Tip Pooling and Back of the House Employees
What is Tip Pooling
Does your restaurant or service business accepts tips and have a tip pooling arrangement in place. Have you checked it lately to see if your tip pooling policy is in compliance with Federal DOL labor laws? If not, you’ll want to check out this post and check to see if you are in compliance.
Recent Court Ruling to Impact Tip Pooling
Out on the west coast in the Ninth Circuit a 2-1 ruling was recently handed down. It effectively outlaws tip pooling with employees that typically do not receive tips. For restaurants, this means the back of the house staff (such as kitchen staff), who do not regularly receive tips are not allowed to participate in a tip pool arrangement. The states affected by this ruling are Alaska, Arizona, California, Hawaii, Idaho, Montana, Nevada, Oregon and Washington.
The Department of Labor (DOL) argued that it had the authority to enforce rules related to tip pooling if the employer does not take the tip credit. undisputed is the DOL has the right to regulate tip pooling if a tax tip credit is taken. In other words, the law if an employer takes a tip credit they cannot have a tip pooling arrangement that allows tips to be shared with other employees who do not customarily receive tips.
While this ruling impacts the western part of the country it will have implications across the country. Any business that wants to implement a tip pool with employees not directly involved with customers must fear a court case by DOL. The DOL, equipped with a victory in the Ninth Circuit, will be sure to look for other opportunities in other circuits across the country to enforce this policy.

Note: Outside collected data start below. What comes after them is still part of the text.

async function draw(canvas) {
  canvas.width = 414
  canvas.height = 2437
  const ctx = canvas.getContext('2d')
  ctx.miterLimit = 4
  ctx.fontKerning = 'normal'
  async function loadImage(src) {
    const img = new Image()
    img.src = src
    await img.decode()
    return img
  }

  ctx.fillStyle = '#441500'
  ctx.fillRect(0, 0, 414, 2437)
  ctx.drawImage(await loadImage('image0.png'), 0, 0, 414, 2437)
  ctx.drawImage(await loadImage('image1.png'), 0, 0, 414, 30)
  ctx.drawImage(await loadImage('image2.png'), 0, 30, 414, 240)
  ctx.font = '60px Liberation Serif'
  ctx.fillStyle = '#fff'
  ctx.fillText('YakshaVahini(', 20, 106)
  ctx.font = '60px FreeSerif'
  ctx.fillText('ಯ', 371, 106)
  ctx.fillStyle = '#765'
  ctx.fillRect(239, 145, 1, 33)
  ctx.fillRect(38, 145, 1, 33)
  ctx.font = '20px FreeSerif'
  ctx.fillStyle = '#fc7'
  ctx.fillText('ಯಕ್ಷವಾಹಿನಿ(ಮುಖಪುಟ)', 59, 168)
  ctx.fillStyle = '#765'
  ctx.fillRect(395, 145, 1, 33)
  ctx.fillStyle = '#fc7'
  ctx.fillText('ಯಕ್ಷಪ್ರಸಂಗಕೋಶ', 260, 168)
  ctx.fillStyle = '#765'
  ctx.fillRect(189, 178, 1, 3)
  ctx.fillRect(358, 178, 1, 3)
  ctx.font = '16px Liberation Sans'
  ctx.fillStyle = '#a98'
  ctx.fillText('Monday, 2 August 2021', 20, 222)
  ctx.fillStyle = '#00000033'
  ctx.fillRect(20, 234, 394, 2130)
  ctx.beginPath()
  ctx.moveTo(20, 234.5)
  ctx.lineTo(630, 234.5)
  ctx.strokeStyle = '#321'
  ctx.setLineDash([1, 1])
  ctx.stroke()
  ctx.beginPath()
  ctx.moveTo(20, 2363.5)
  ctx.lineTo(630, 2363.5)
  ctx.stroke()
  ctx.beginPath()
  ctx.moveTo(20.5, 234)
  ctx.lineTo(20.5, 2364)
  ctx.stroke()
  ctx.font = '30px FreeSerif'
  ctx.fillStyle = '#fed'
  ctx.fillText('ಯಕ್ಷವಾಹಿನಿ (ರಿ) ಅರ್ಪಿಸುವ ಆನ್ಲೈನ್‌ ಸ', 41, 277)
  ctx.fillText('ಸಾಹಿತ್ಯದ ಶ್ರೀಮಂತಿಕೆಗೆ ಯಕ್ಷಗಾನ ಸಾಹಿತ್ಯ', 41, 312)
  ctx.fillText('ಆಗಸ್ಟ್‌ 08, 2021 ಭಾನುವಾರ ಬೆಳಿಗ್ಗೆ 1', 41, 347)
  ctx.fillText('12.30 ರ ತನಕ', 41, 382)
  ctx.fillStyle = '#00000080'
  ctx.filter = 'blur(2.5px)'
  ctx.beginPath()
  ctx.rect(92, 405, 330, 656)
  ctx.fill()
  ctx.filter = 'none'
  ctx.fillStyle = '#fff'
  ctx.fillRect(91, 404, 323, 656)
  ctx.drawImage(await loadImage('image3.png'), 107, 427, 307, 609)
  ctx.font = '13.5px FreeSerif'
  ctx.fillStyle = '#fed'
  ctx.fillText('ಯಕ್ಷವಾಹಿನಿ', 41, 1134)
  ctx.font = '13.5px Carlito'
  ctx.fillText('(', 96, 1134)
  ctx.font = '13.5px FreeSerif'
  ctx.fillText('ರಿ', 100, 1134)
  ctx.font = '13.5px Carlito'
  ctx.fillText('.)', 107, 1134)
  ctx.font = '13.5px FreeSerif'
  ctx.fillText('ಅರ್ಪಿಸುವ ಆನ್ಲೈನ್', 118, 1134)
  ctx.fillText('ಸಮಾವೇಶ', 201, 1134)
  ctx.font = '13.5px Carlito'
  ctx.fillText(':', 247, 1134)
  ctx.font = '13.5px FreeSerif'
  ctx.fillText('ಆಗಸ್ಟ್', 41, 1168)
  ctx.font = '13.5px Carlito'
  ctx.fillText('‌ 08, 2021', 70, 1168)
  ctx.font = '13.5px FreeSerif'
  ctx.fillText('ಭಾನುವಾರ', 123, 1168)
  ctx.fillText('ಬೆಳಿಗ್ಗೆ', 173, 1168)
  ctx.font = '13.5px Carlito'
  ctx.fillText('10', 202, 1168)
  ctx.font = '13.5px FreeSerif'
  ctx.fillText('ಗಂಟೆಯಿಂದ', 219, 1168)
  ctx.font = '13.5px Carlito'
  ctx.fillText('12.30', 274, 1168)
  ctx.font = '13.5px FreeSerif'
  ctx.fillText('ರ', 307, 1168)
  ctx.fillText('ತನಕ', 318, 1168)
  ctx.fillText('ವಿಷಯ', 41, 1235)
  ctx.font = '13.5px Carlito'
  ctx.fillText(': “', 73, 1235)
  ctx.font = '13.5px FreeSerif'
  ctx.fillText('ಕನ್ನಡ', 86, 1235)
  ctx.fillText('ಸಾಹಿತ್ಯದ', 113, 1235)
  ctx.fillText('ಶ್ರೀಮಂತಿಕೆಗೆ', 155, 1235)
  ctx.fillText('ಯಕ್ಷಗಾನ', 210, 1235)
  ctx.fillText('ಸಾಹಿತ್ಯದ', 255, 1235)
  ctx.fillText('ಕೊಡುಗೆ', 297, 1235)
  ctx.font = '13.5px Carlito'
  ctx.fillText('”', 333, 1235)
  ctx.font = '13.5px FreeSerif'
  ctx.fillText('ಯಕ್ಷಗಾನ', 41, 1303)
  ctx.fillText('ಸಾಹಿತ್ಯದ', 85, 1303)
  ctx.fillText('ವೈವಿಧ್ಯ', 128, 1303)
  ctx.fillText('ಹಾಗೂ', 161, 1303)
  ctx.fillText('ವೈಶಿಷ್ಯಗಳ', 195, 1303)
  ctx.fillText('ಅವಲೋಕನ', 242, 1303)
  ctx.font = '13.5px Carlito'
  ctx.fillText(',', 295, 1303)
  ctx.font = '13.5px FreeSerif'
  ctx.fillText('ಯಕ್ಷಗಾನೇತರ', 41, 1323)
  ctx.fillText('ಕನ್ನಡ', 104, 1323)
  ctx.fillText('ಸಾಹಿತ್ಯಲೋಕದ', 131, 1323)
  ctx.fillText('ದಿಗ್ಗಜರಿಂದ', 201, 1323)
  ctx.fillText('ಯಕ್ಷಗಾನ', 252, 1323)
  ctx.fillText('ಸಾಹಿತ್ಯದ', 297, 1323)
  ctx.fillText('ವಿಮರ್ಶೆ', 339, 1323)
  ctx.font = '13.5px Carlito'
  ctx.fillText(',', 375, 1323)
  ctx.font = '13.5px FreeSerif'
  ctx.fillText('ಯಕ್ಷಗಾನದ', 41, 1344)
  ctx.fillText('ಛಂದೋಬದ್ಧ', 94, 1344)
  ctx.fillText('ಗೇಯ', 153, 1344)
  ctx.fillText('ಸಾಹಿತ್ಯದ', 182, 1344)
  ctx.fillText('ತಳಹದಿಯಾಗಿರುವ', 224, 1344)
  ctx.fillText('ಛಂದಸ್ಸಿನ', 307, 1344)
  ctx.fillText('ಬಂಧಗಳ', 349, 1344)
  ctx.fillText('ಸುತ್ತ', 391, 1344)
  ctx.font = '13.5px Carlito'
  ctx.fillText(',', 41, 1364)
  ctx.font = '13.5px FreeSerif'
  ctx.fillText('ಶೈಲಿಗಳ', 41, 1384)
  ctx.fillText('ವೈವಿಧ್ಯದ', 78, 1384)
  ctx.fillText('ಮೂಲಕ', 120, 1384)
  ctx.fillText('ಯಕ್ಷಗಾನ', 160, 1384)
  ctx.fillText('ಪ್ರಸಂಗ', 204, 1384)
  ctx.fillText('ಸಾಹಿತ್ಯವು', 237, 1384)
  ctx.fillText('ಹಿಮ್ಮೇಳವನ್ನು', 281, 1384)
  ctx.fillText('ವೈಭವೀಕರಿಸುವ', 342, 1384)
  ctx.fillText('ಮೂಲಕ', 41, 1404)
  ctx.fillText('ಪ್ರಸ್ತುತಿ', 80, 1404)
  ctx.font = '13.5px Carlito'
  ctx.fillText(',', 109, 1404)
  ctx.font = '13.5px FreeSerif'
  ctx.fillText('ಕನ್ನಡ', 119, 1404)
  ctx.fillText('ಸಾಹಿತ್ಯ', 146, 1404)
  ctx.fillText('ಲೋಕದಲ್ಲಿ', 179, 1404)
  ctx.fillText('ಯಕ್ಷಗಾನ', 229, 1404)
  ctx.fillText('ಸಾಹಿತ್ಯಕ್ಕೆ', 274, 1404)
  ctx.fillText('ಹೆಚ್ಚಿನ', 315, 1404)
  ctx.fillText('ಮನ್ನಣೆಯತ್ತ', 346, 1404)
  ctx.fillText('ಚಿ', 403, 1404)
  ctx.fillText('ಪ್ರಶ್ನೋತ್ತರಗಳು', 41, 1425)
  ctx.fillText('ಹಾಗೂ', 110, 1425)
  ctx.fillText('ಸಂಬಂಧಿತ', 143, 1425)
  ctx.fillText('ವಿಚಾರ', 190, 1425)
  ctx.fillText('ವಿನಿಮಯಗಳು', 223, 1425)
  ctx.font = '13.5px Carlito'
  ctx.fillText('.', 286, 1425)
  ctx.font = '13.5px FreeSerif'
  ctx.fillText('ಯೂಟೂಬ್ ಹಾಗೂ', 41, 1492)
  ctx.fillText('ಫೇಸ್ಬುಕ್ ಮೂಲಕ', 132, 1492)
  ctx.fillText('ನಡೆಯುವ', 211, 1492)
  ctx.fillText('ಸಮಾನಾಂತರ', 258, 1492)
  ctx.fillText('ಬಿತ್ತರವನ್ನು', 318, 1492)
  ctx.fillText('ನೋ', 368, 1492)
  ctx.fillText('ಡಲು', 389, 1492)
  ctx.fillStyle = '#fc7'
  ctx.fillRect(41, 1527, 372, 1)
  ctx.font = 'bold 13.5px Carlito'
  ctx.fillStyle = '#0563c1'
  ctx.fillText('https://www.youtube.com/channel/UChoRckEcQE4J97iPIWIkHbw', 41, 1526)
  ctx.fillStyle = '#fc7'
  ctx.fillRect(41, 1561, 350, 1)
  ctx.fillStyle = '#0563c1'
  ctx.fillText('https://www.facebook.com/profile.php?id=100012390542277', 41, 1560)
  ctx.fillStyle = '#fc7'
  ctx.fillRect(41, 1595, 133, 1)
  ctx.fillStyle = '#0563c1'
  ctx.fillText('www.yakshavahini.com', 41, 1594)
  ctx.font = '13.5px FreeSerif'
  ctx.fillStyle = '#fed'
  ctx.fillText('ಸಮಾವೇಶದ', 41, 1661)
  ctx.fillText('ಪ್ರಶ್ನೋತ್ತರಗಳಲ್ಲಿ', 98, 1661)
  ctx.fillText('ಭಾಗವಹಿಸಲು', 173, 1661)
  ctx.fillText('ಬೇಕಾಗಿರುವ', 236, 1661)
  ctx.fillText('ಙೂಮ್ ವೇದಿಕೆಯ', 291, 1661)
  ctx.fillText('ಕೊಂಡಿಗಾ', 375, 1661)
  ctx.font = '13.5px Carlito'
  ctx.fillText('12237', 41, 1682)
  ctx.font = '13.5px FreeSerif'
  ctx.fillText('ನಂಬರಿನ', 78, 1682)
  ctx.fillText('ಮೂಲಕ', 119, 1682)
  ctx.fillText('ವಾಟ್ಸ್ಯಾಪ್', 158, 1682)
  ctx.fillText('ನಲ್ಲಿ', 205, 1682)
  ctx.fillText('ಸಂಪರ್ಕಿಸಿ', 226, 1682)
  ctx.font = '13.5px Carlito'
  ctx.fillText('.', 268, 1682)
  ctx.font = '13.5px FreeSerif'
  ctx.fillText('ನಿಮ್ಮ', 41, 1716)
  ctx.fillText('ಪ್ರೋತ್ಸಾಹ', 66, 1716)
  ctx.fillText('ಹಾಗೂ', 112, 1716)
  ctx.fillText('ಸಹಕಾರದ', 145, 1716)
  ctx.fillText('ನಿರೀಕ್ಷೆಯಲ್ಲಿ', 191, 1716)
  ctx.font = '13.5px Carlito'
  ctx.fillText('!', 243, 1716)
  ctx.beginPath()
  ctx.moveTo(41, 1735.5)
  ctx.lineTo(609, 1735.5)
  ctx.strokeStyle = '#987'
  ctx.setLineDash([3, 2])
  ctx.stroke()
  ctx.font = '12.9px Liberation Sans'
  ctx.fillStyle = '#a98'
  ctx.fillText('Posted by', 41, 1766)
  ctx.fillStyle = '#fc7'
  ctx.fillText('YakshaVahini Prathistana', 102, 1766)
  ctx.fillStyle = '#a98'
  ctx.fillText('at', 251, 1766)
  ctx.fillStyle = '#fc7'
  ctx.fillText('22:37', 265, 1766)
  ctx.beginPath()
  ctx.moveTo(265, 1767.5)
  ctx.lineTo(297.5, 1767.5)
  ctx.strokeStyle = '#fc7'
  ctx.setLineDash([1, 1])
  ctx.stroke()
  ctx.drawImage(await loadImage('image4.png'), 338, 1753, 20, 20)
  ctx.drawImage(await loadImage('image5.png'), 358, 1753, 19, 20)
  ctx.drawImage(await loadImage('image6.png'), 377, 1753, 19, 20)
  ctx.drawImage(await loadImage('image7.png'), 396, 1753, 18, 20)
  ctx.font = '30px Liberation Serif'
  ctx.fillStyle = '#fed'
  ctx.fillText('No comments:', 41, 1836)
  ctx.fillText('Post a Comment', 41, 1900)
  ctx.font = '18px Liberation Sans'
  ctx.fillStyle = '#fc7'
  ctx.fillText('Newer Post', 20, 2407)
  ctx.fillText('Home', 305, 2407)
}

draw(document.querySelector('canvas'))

The National Restaurant Association and co-plaintiffs are considering appealing the ruling to a full 11-judge panel of the Ninth Circuit Court of Appeals.
Policies, Procedures and Rules Need to be Followed for Tip Pooling
While, you are allowed to pool tips and distribute to employees, there are restrictions about how you can distribute pooled tips and who can receive the tips. For North Carolina Businesses here are procedures and rules that need to be followed:
- Employers must notify the contributing employees of the arrangement before the pay period in which it is used.
- Employers must notify tipped employees of any tip pool contribution amount.
- The share of each contributing employee is at least 85% of the employee’s tips before the employee contributes to the tip pool
- Participants of a pooled tip arrangement are limited to employees who customarily and regularly receive tips such as wait staff, bellhops, counter personnel, bartenders, bussers, etc.
- Back of the house employees such as cooks, dishwashers, janitors and other kitchen staff are typically excluded from participating.
- Staff with supervisory and management responsibility are excluded from participating in a tip pool arrangement.
- Employers can only take a tip credit for the amount of tips each employee receives.
- None of the pooled tips can be retained for any purpose other than distribution of all pooled tips to eligible tipped employees.